Is state-approved Ubuntu distro how the Middle Kingdom will replace PCs with home-grown kit?

China's military-derived and government-approved Linux distribution, Ubuntu Kylin, has revealed plans to target a second RISC-V platform.

Ubuntu Kylin is Ubuntu’s official version for China and was developed in partnership with Chinese authorities, including the military.

In March 2022, a version of the OS was released for the HiFive Unmatched board – a SiFive product in the Mini-ITX form factor and packing a five-core Freedom U740 SoC.

In the announcement of the RISC-V release, Kylin's developers admit the platform lacks broad software support. The release therefore includes a self-developed browser and productivity suite, among 20 packages coded just for the distro's RISC-V debut. The distro is available in English here and the somewhat finicky instructions to install it are here [PDF].

Last week, Kylin developers revealed plans to work towards a release on another RISC-V product, described as a StarFive development board. StarFive is a Chinese RISC-V designer and packager and offers a Raspberry-Pi like dual-core development board named the HiFive Vision.

Work to bring Kylin to the board will be conducted under the Summer of Open Source project, alongside efforts to add personalized theme uploads to Kylin, and a more interesting project to develop a dependency conflict analysis tool.

China is keen to build a complete computing stack that it controls, to reduce dependence on foreign technology it fears could represent a security risk or to which access could be denied by trade and/or security sanctions.

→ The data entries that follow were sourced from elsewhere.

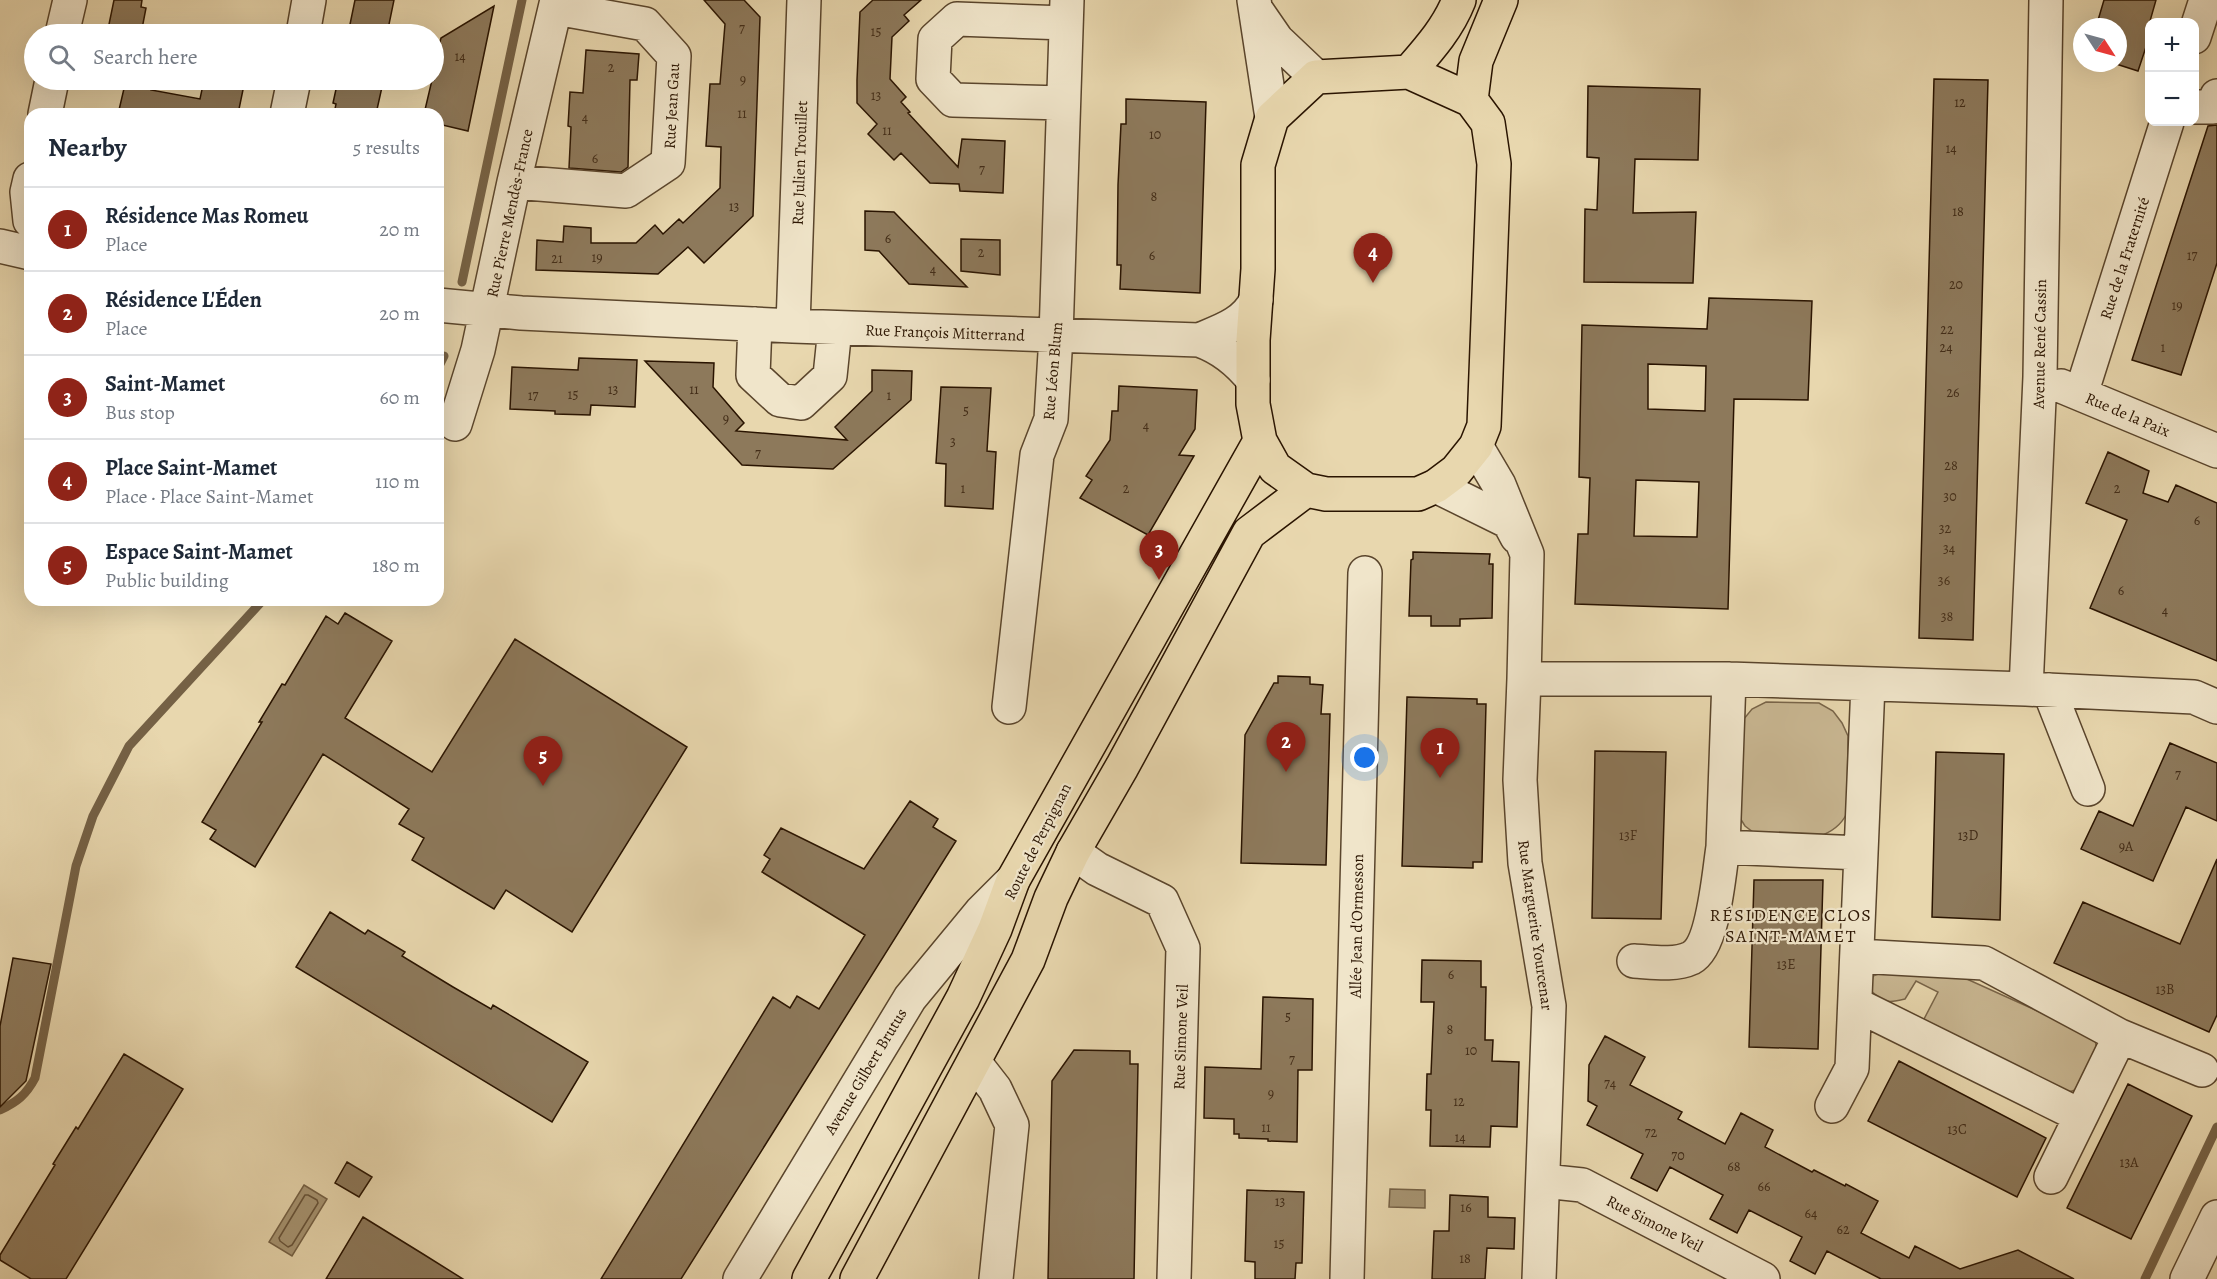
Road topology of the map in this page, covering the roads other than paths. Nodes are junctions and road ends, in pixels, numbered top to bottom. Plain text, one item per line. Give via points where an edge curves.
1 (70, 0) edge
2 (309, 0) edge
3 (804, 0) edge
4 (1459, 0) edge
5 (1502, 0) edge
6 (2046, 0) edge
7 (2206, 0) edge
8 (1254, 3) edge
9 (556, 4) edge
10 (1066, 12) edge
11 (2199, 22) edge
12 (64, 24) edge
13 (305, 24) edge
14 (1409, 72) junction
15 (1316, 77) junction
16 (50, 90) edge
17 (292, 90) edge
18 (2217, 96) edge
19 (1471, 100) junction
20 (1063, 103) junction
21 (2199, 107) edge
22 (46, 108) edge
23 (288, 108) edge
24 (1272, 118) junction
25 (2166, 126) edge
26 (514, 182) junction
27 (0, 246) edge
28 (24, 252) edge
29 (1256, 300) junction
30 (444, 306) edge
31 (488, 310) junction
32 (755, 324) junction
33 (793, 326) junction
34 (836, 328) junction
35 (1056, 336) junction
36 (1199, 339) junction
37 (2040, 377) junction
38 (1253, 380) junction
39 (2081, 394) junction
40 (455, 424) dead end
41 (1260, 441) junction
42 (1476, 446) junction
43 (2217, 451) edge
44 (1436, 486) junction
45 (1306, 490) junction
46 (1527, 554) junction
47 (1365, 573) dead end
48 (1524, 679) junction
49 (1729, 679) junction
50 (1868, 684) junction
51 (2038, 689) junction
52 (1009, 707) dead end
53 (2217, 707) edge
54 (2088, 789) dead end
55 (1723, 847) junction
56 (1073, 852) junction
57 (1860, 853) junction
58 (1013, 880) junction
59 (1857, 956) junction
60 (1634, 961) dead end
61 (1855, 1005) junction
62 (2120, 1036) junction
63 (974, 1062) junction
64 (2202, 1070) dead end
65 (1832, 1106) dead end
66 (2081, 1116) junction
67 (2051, 1177) dead end
68 (1544, 1181) junction
69 (2217, 1217) edge
70 (740, 1279) edge
71 (808, 1279) edge
72 (857, 1279) edge
73 (996, 1279) edge
74 (1174, 1279) edge
75 (1347, 1279) edge
76 (1539, 1279) edge
77 (1762, 1279) edge
78 (2187, 1279) edge

1 - 12 street
2 - 13 street
3 - 33 street, Rue Julien Trouillet
4 - 14 main road via 1449,21
5 - 19 main road via 1476,61
6 - 37 street, Avenue René Cassin
7 - 11 street
8 - 15 street via 1276,40
8 - 24 street
9 - 26 street, Rue Pierre Mendès-France
9 - 26 street, Rue Jean Gau via 645,24 674,56 668,163 626,191
10 - 20 street, Rue Léon Blum
10 - 20 street, Rue Léon Blum via 957,19 935,39 933,79 952,100
14 - 15 main road
14 - 19 main road
15 - 24 main road
16 - 22 street
17 - 23 street
18 - 21 street via 2213,108
19 - 42 main road via 1488,123 1494,164 1484,426
20 - 35 street, Rue Léon Blum
24 - 29 main road via 1258,165
25 - 39 street, Rue de la Fraternité
26 - 31 street, Rue Pierre Mendès-France
27 - 28 street
29 - 36 street, Rue François Mitterrand via 1226,330
29 - 38 main road
30 - 31 street, Rue François Mitterrand
31 - 32 street, Rue François Mitterrand
31 - 40 street, Rue Pierre Mendès-France
32 - 33 street, Rue François Mitterrand
32 - 34 street via 753,375 780,400 801,403 830,376
33 - 34 street, Rue François Mitterrand
34 - 35 street, Rue François Mitterrand
35 - 36 street, Rue François Mitterrand
35 - 52 street, Rue Léon Blum via 1051,419 1037,455
36 - 38 street, Rue François Mitterrand via 1228,354
37 - 39 street, Rue de la Paix
37 - 51 street, Avenue René Cassin
38 - 41 main road
39 - 43 street, Rue de la Paix
41 - 45 main road via 1275,468
41 - 58 main road, Route de Perpignan
42 - 44 main road via 1456,471
42 - 46 street via 1499,485
44 - 45 main road via 1418,494 1326,494
44 - 46 street via 1509,522
45 - 56 main road via 1249,533
46 - 48 street, Rue Marguerite Yourcenar
47 - 75 street, Allée Jean d'Ormesson
48 - 49 street
48 - 68 street, Rue Marguerite Yourcenar via 1520,780 1525,863 1550,1006
49 - 50 street
49 - 55 street
50 - 51 street
50 - 57 street
51 - 53 street via 2194,697
51 - 54 street
55 - 57 street
55 - 60 street via 1713,909 1701,947 1689,959 1674,963
56 - 63 main road via 1028,960
56 - 74 street, Rue Simone Veil via 1097,869 1162,901 1183,948
57 - 59 street
58 - 70 street, Avenue Gilbert Brutus via 981,912 910,998
58 - 71 main road, Route de Perpignan via 963,998
59 - 61 street
59 - 62 street via 1984,963
61 - 65 street via 1852,1068
61 - 66 street
62 - 64 street
62 - 66 street
63 - 72 main road
63 - 73 street via 995,1089 1012,1125
66 - 67 street
68 - 76 street, Rue Marguerite Yourcenar
68 - 77 street, Rue Simone Veil via 1582,1185
69 - 78 street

Open source software and silicon such as Linux and RISC-V therefore have obvious appeal – perhaps more than ever in light of a recent report suggesting China's government and military users have been told to replace all foreign-sourced PCs within two years.

Local champion Lenovo stands to profit from that edict, and has made significant efforts to pre-load Linux on its higher-end PCs and workstations. But Lenovo is an x86 shop, and while China possesses domestic licences of the architecture, its output would struggle to meet local needs, is not at the same level as product from Intel or AMD, and could be crimped by sanctions.

RISC-V offers the promise of uninterrupted supply, but at the time of writing also cannot match the performance of Intel's or AMD's finest – and will struggle to do so within China's two-year PC replacement deadline.